### RECORDS SUPPLIED ###
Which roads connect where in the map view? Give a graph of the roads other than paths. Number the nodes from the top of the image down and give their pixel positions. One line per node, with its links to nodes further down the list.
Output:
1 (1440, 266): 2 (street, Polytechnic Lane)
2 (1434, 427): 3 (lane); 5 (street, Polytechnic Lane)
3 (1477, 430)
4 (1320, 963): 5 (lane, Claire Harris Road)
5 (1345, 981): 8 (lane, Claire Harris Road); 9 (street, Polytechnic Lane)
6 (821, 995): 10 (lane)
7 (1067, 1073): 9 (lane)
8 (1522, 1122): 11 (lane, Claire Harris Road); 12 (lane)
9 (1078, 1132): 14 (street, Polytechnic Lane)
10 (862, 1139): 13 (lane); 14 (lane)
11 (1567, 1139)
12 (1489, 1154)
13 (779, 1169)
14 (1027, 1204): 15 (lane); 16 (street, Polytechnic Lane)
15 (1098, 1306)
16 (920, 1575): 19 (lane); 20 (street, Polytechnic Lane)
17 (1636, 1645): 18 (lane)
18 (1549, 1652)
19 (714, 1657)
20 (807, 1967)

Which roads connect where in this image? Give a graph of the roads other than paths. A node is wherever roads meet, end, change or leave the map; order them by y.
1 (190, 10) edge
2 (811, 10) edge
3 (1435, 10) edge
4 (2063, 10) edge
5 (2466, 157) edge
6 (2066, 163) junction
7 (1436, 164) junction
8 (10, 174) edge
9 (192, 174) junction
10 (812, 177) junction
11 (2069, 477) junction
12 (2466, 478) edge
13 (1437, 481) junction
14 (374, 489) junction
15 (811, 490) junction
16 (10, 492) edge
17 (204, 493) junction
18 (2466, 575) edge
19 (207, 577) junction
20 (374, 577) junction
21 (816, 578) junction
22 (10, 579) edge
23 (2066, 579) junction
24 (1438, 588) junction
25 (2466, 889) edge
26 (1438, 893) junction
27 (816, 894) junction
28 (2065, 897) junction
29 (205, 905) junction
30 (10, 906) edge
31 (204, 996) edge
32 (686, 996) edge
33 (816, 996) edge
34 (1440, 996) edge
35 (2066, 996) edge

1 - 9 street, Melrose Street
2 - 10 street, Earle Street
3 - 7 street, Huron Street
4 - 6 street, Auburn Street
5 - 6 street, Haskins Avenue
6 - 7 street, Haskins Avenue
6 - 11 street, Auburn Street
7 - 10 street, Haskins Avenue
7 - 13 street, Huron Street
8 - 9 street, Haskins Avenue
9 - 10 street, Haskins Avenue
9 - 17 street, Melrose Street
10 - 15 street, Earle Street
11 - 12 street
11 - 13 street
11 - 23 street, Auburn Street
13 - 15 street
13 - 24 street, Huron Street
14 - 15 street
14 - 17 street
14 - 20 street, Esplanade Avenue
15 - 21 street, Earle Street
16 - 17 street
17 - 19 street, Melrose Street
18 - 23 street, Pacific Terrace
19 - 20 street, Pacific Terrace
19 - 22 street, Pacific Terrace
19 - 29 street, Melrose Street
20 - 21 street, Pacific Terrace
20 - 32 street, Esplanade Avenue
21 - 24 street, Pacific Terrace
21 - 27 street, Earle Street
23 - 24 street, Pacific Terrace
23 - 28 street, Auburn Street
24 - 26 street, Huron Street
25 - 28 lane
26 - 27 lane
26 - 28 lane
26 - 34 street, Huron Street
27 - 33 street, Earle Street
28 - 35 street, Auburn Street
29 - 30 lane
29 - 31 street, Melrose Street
###
WHAT TO PRODUCE - Search the records above for the string "other". Copy every line that contains it.

SOLUTION TO THE PROBLEM -
Which roads connect where in the map view? Give a graph of the roads other than paths. Number the nodes from the top of the image down and give their pixel positions. One line per node, with its links to nodes further down the list.
Which roads connect where in this image? Give a graph of the roads other than paths. A node is wherever roads meet, end, change or leave the map; order them by y.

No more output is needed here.